Software & Data Management
While the HRDZT-380 operates as a standalone benchtop unit without embedded PC software, its measurement protocol fully supports external data acquisition via analog/digital outputs (optional HANDLER interface). All test parameters—including applied voltage, polarization time stamps, raw current readings, and calculated ρv/ρs values—are retained in non-volatile memory with timestamped logging. Measurement reports comply with regulatory documentation standards: each record includes material identification, specimen geometry, electrode type and dimensions, conditioning history (temperature, RH, duration), test voltage, polarization intervals, and final resistivity values with uncertainty notes. For laboratories operating under FDA 21 CFR Part 11 or ISO 13485, external audit trails can be generated by integrating the device into validated LIMS environments using its TTL-level trigger and pass/fail signal outputs.
Applications
This tester serves critical QC/QA functions in polymer manufacturing, electrical insulation certification, aerospace composite qualification, and wood preservation R&D. Typical use cases include: verifying consistency of antistatic additives in packaging films; assessing moisture-induced degradation in fiber-reinforced laminates; screening dielectric integrity of PCB substrates; validating drying efficacy in kiln-dried timber (as a secondary correlative metric alongside capacitance-based moisture analysis); and detecting ionic contamination in cleanroom-grade elastomers. Its ability to capture time-dependent resistivity decay enables failure mode analysis in high-reliability applications—such as predicting long-term insulation performance in HVDC cable systems or evaluating space-grade polymer stability under thermal cycling.
FAQ
What is the minimum recommended sample thickness for volume resistivity measurement?
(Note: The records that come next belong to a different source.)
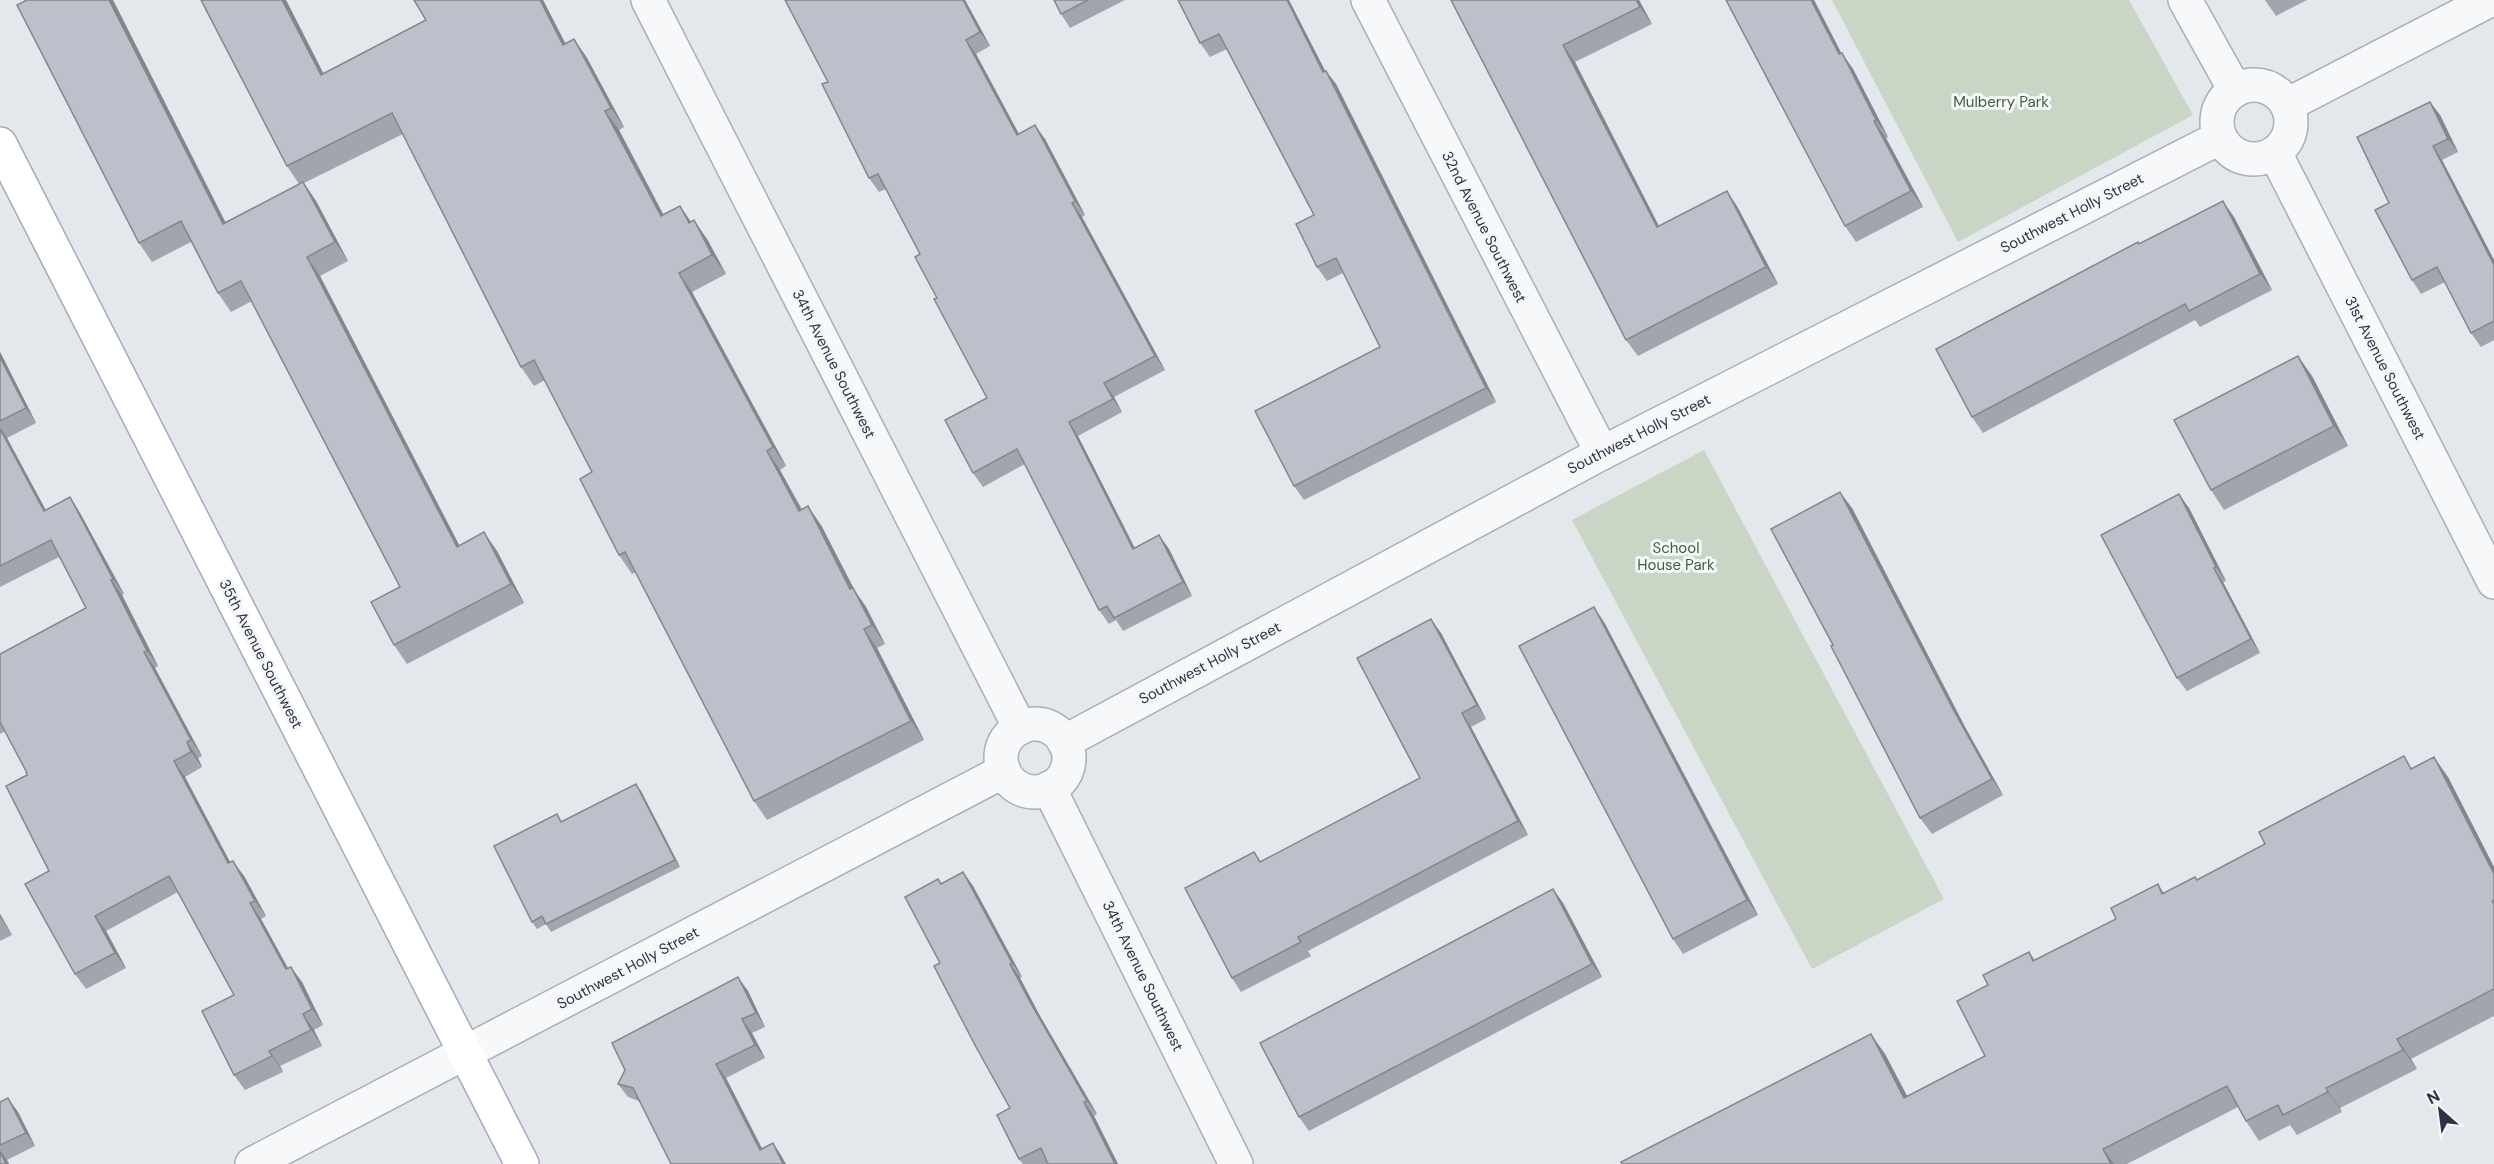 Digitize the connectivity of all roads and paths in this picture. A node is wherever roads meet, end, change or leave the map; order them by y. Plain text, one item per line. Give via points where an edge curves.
1 (648, 0) edge
2 (1368, 0) edge
3 (2185, 0) edge
4 (2490, 0) edge
5 (2235, 90) junction
6 (2287, 105) junction
7 (2219, 138) junction
8 (0, 144) edge
9 (2275, 153) junction
10 (1602, 453) junction
11 (2494, 582) edge
12 (1020, 728) junction
13 (1064, 741) junction
14 (1004, 771) junction
15 (1049, 788) junction
16 (466, 1054) junction
17 (252, 1164) edge
18 (522, 1164) edge
19 (1236, 1164) edge

1 - 12 street, 34th Avenue Southwest
2 - 10 street, 32nd Avenue Southwest
3 - 5 street
4 - 6 street
5 - 6 street via 2252,84 2264,86 2275,91
5 - 7 street via 2217,112
6 - 9 street via 2290,132
7 - 9 street via 2237,156 2263,158
7 - 10 street, Southwest Holly Street
8 - 16 main road, 35th Avenue Southwest
9 - 11 street, 31st Avenue Southwest
10 - 13 street, Southwest Holly Street
12 - 13 street via 1039,724 1060,734
12 - 14 street via 1002,748
13 - 15 street via 1068,766 1064,777
14 - 15 street via 1008,779 1026,790
14 - 16 street, Southwest Holly Street
15 - 19 street, 34th Avenue Southwest
16 - 17 street, Southwest Holly Street
16 - 18 main road, 35th Avenue Southwest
Per ASTM D257, thickness must be measured at multiple points across the guarded electrode area before metallization; for thin films (<0.5 mm), measurement must occur prior to electrode deposition to avoid mechanical distortion.
Can surface resistivity be measured on curved or irregular surfaces?
No—surface resistivity requires planar geometry with precisely defined electrode spacing (g) and guarded perimeter (P); non-planar samples yield non-compliant, non-reproducible results.
Why does resistivity change significantly with humidity—and how should conditioning be performed?
Water absorption increases ionic mobility in amorphous polymer regions; conditioning must follow IEC 60260 salt-solution RH tables or use calibrated humidity chambers—minimum 48 h at target RH unless material-specific standards specify longer durations.
Is the HRDZT-380 suitable for conductive or semiconductor materials?
Yes—the 10² Ω lower limit accommodates carbon-loaded polymers and doped ceramics; however, for materials below 10⁴ Ω, four-terminal (Kelvin) measurement is preferred to eliminate contact resistance error.
How is measurement uncertainty estimated for high-resistivity readings (>10¹⁴ Ω)?
Uncertainty derives primarily from voltage source drift, current amplifier noise floor, and electrode geometry tolerances; typical expanded uncertainty (k=2) is ±5% for ρv ≤10¹⁸ Ω·cm and ±12% above that threshold, per ISO/IEC 17025 validation reports.